Taxas de LCI e LCA recuam em 2026. Entenda como comparar com CDBs, riscos, vantagens e quando os títulos isentos ainda compensam.

Melissa BarbosaPor Melissa Barbosa8 min de leitura
Ibovespa

As Letras de Crédito Imobiliário (LCI) e as Letras de Crédito do Agronegócio (LCA) continuam entre os investimentos de renda fixa mais procurados pelos brasileiros.
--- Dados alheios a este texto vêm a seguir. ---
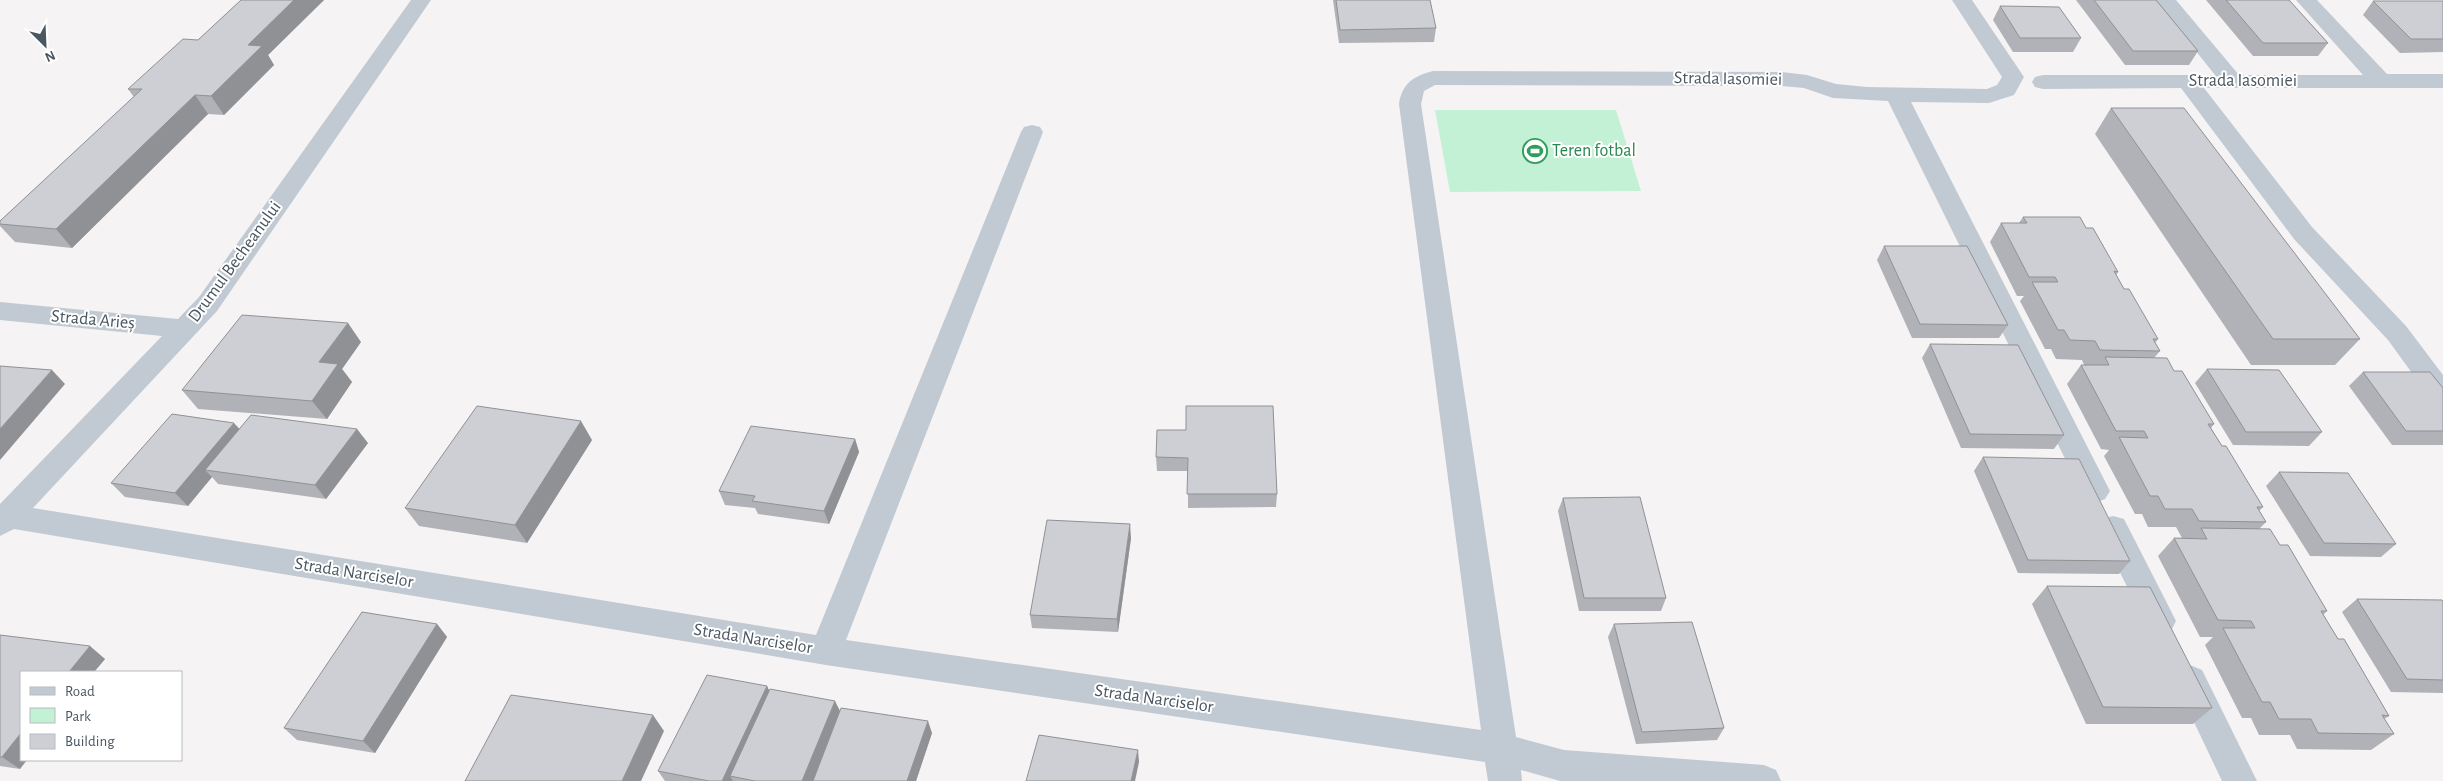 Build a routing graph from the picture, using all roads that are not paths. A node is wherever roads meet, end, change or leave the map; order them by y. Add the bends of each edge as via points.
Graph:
1 (421, 0) edge
2 (1962, 0) edge
3 (2165, 0) edge
4 (2306, 0) edge
5 (2443, 80) edge
6 (2188, 81) junction
7 (2232, 81) junction
8 (2381, 81) junction
9 (2043, 82) dead end
10 (1897, 96) junction
11 (1032, 132) dead end
12 (0, 311) edge
13 (186, 329) junction
14 (2443, 395) edge
15 (4, 520) edge
16 (826, 651) junction
17 (1503, 765) edge
18 (1764, 781) edge
19 (2240, 781) edge

1 - 13 street, Drumul Becheanului via 208,304
2 - 10 street, Strada Iasomiei via 2013,78 2006,90 1989,96
3 - 7 street
4 - 8 street
5 - 8 street, Strada Iasomiei
6 - 7 street, Strada Iasomiei
6 - 9 street, Strada Iasomiei
6 - 14 street via 2303,233 2397,333
7 - 8 street, Strada Iasomiei
10 - 17 street, Strada Iasomiei via 1833,91 1807,82 1782,79 1433,78 1419,83 1412,92 1410,104
10 - 19 street
11 - 16 street
12 - 13 street, Strada Arieș
13 - 15 street, Drumul Becheanului
15 - 16 street, Strada Narciselor
16 - 17 street, Strada Narciselor
17 - 18 street, Strada Narciselor via 1564,766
O principal motivo permanece o mesmo: a isenção de Imposto de Renda para pessoas físicas.

No entanto, o cenário mudou significativamente em 2026. As taxas oferecidas pelos bancos ficaram menores, especialmente nas LCIs, exigindo mais atenção dos investidores na comparação com alternativas como CDBs, Tesouro Direto e outros títulos de renda fixa tributados.

Dados da Quantum Finance mostram que a remuneração média das LCIs atreladas ao CDI com prazo de 12 meses caiu de 94,41% do CDI em 2025 para 88,00% em 2026. Nas LCAs, a redução foi mais moderada, passando de 90,05% para 88,24% do CDI.
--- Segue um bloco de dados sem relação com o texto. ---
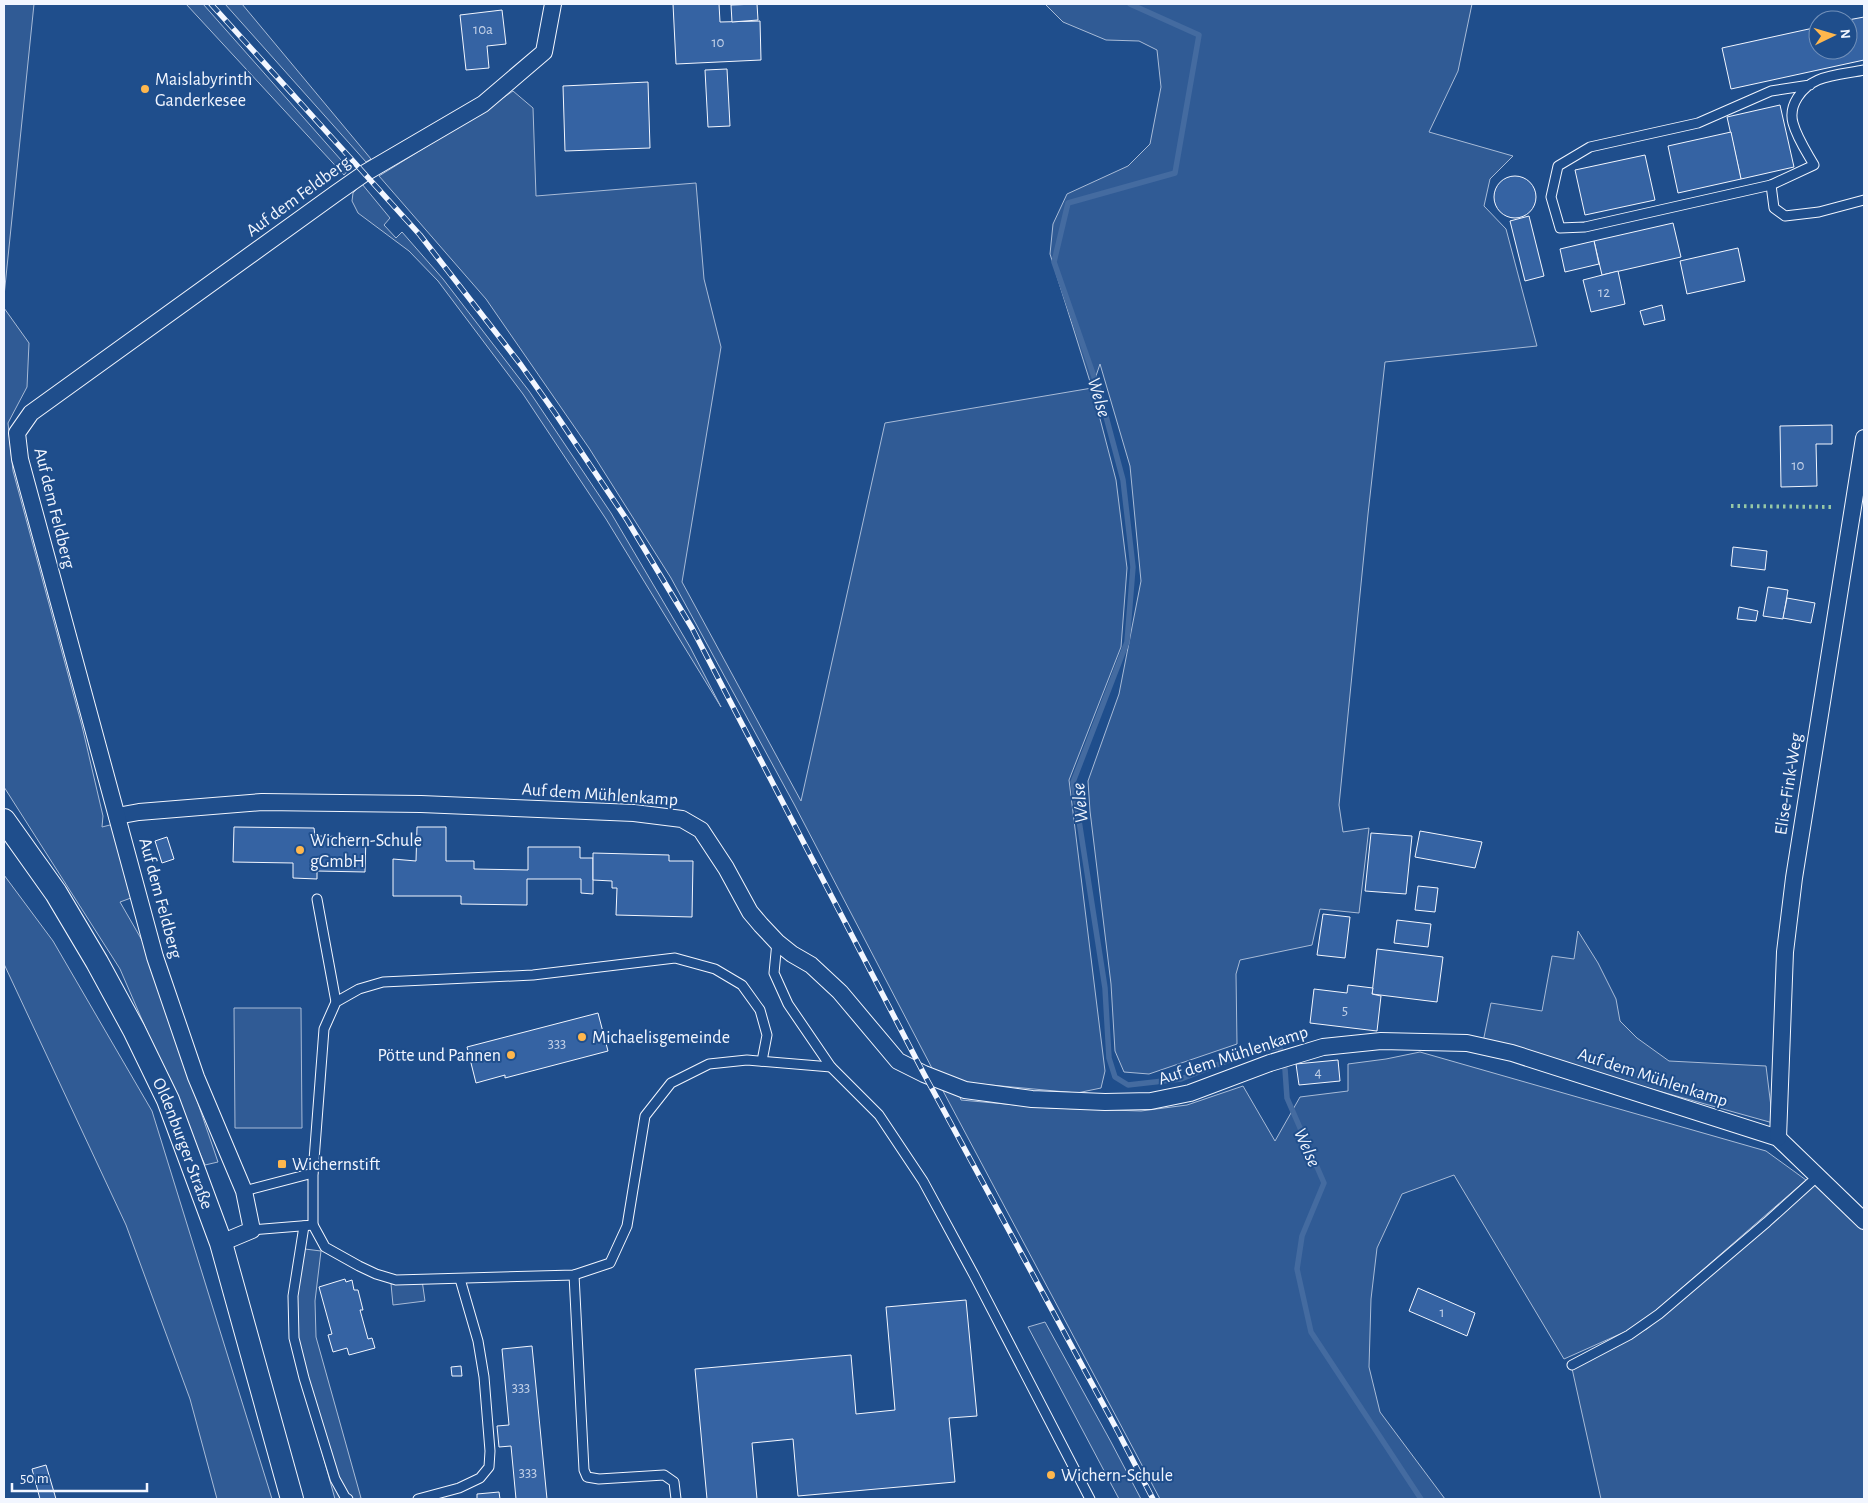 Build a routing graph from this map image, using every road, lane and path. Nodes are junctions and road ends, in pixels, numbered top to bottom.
1 (553, 4) edge
2 (1864, 70) edge
3 (1810, 85) junction
4 (1770, 185) junction
5 (1864, 200) edge
6 (1864, 438) edge
7 (118, 816) junction
8 (4, 820) edge
9 (317, 899) dead end
10 (777, 942) junction
11 (336, 1002) junction
12 (762, 1061) junction
13 (831, 1067) junction
14 (1778, 1138) junction
15 (313, 1172) junction
16 (1818, 1176) junction
17 (244, 1191) junction
18 (1864, 1221) edge
19 (314, 1225) junction
20 (304, 1226) junction
21 (252, 1230) junction
22 (222, 1243) junction
23 (574, 1275) junction
24 (460, 1279) junction
25 (1572, 1365) dead end
26 (292, 1499) edge
27 (348, 1499) edge
28 (418, 1499) edge
29 (676, 1499) edge
30 (1090, 1499) edge

1 - 7 street, Auf dem Feldberg
2 - 3 lane
3 - 4 lane
3 - 4 lane
4 - 5 lane
6 - 14 street, Elise-Fink-Weg
7 - 10 street, Auf dem Mühlenkamp
7 - 17 street, Auf dem Feldberg
8 - 22 main road, Oldenburger Straße
9 - 11 lane
10 - 13 lane
10 - 14 street, Auf dem Mühlenkamp
11 - 12 lane
11 - 15 lane
12 - 13 lane
12 - 23 lane
13 - 30 lane
14 - 16 street
15 - 17 lane
15 - 19 lane
16 - 18 street
16 - 25 lane
17 - 21 street, Auf dem Feldberg
19 - 20 lane
19 - 24 lane
20 - 21 lane
20 - 27 lane
21 - 22 street
22 - 26 main road, Oldenburger Straße
23 - 24 lane
23 - 29 lane
24 - 28 lane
Ao mesmo tempo, houve uma forte queda nas emissões de LCIs, que passaram de 197 para apenas 16 títulos entre janeiro e maio deste ano. Já as LCAs seguiram trajetória oposta, aumentando de 6.172 para 7.278 emissões no mesmo período.

O movimento revela uma transformação importante no mercado de renda fixa e reforça a necessidade de avaliar mais do que apenas a taxa anunciada.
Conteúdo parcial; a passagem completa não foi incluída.